EXERCISE AIM
Check every line below for the word "العدلية" and give only the number of lines where it appears.

BEGIN STUDY MATERIAL

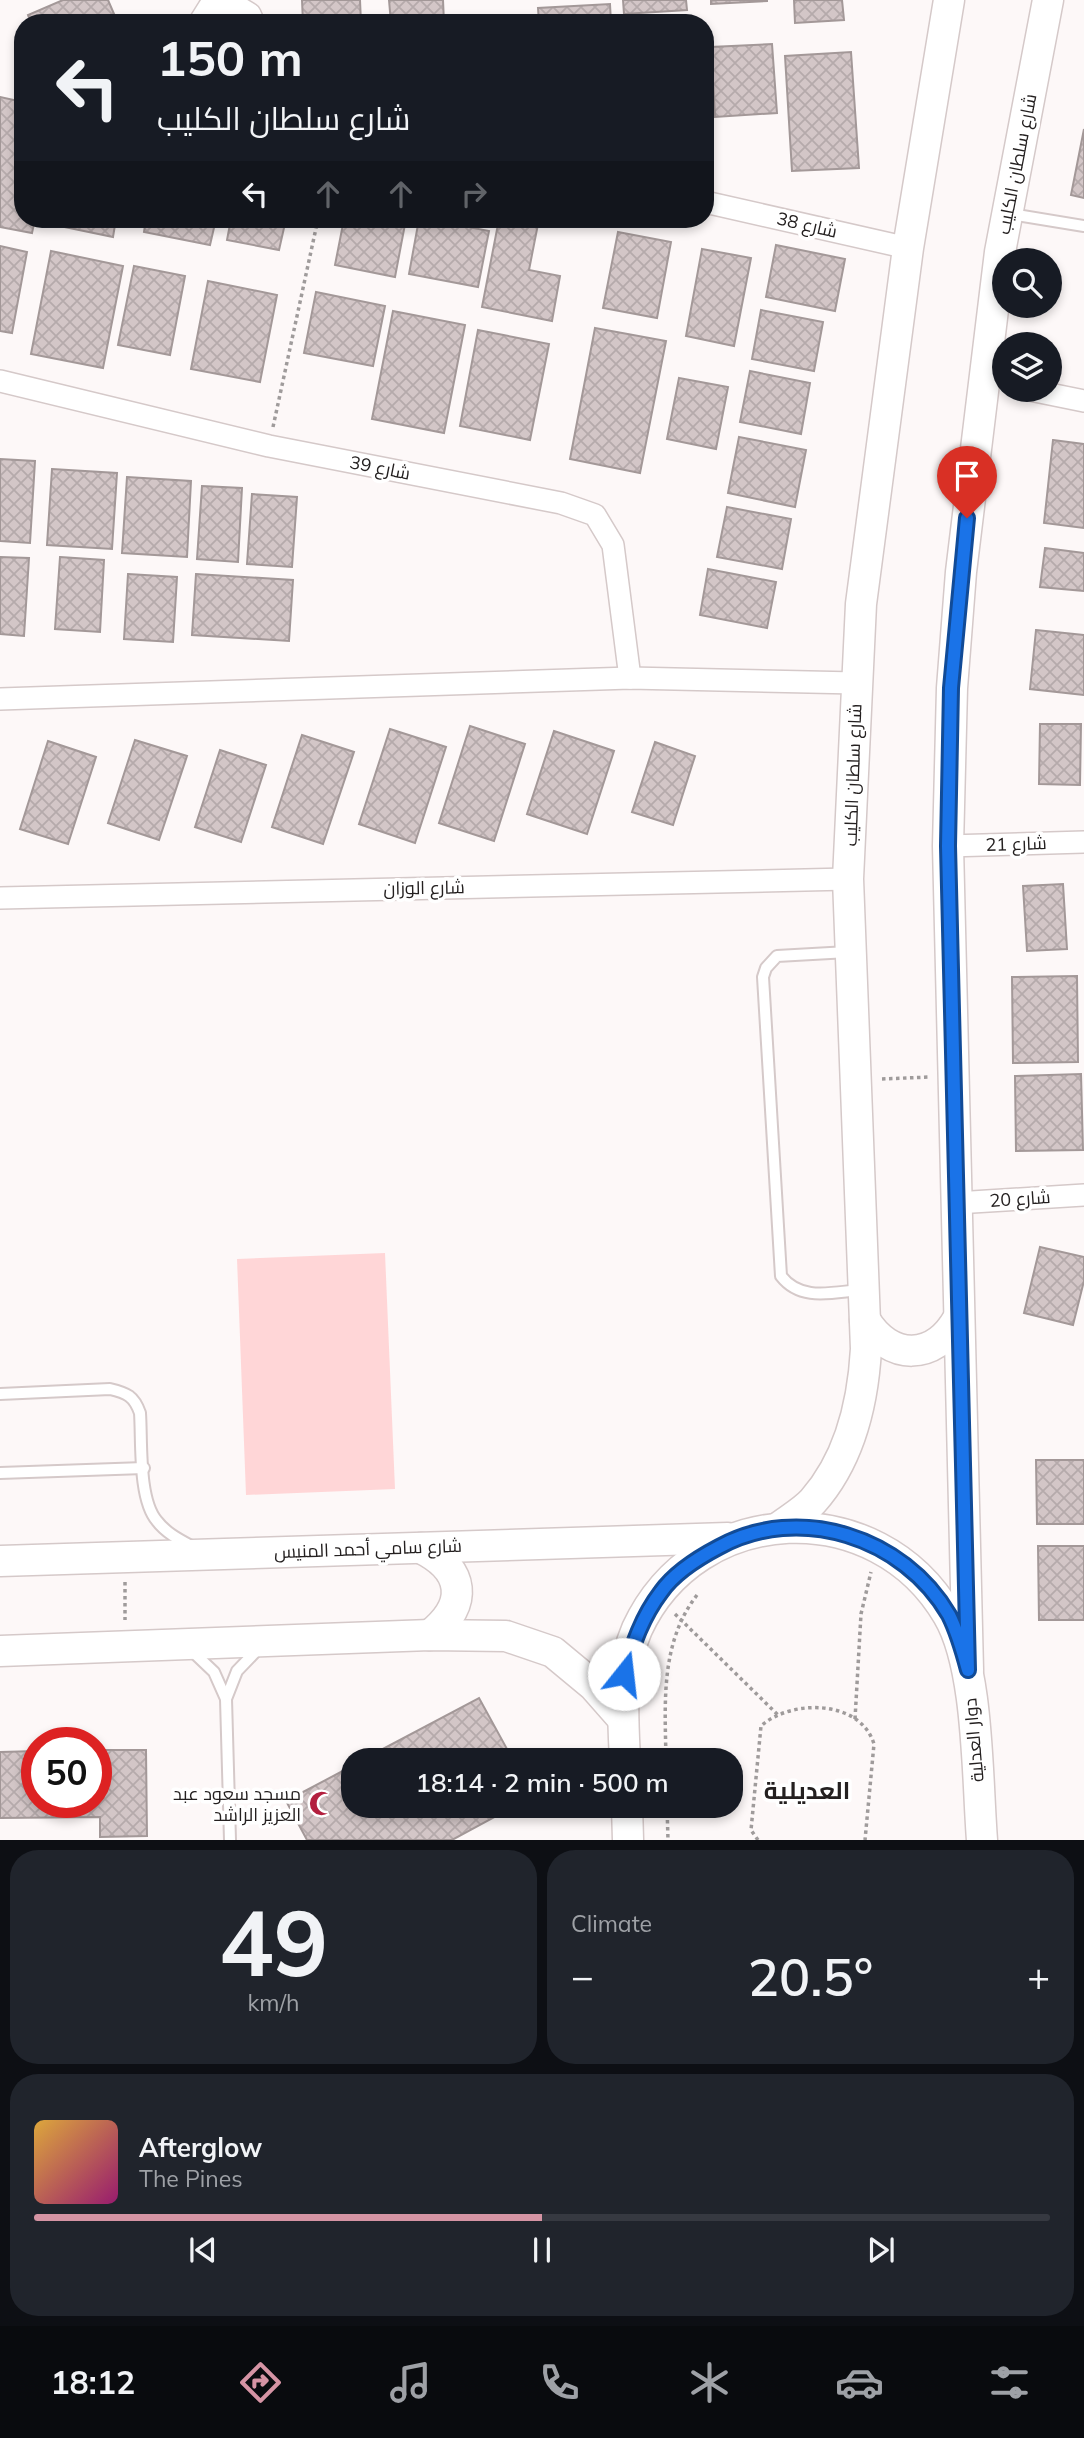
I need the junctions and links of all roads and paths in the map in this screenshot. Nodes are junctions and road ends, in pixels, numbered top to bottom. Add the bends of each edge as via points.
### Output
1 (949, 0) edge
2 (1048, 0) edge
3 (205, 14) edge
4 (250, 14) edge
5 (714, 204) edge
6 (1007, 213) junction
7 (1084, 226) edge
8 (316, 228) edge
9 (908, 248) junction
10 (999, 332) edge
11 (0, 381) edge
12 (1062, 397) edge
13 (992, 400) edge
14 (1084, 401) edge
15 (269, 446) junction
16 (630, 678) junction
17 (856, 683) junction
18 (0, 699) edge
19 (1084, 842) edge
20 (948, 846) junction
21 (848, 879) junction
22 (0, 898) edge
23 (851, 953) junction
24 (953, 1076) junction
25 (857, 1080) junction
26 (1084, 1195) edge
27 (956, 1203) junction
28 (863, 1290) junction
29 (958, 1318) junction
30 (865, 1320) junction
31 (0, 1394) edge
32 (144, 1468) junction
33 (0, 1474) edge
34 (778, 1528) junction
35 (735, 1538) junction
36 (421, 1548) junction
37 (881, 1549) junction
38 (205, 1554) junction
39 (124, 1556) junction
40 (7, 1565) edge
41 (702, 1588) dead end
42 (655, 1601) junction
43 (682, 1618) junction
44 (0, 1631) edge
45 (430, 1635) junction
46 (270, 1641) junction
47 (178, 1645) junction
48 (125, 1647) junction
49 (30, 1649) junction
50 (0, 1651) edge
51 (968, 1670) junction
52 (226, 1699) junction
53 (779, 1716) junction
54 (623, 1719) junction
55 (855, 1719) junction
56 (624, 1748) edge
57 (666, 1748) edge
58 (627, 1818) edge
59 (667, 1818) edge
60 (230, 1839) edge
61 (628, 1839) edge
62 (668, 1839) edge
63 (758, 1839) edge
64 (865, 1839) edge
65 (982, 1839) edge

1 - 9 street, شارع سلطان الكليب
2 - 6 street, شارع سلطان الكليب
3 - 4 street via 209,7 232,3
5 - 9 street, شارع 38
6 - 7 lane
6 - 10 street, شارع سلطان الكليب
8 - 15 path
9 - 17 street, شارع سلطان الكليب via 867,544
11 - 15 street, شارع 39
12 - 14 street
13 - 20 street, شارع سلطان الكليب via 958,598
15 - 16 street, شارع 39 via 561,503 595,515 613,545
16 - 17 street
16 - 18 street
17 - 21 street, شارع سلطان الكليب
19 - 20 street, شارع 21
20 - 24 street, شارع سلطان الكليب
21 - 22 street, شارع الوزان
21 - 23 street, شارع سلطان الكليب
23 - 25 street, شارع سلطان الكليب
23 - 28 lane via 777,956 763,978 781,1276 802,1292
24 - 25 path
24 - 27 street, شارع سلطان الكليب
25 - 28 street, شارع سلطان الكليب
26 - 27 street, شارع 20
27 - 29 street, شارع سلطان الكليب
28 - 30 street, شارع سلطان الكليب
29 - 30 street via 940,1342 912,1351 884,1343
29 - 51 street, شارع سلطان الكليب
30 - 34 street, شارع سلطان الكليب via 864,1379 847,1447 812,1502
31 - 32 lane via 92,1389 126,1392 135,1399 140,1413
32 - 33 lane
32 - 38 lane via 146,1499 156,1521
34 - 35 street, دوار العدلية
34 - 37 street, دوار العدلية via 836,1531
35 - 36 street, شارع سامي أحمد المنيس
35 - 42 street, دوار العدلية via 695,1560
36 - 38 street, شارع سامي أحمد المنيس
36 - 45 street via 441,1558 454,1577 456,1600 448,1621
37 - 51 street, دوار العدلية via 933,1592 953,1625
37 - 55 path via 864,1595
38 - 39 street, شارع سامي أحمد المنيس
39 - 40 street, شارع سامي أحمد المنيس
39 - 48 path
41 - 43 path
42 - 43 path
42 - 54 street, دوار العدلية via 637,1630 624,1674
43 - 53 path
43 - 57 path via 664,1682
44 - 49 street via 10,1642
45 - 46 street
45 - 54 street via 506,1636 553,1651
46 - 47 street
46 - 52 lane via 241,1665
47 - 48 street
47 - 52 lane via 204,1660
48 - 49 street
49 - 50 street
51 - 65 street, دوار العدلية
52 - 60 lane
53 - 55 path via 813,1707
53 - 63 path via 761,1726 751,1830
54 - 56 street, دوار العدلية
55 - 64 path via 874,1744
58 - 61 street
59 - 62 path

END STUDY MATERIAL

SOLUTION
7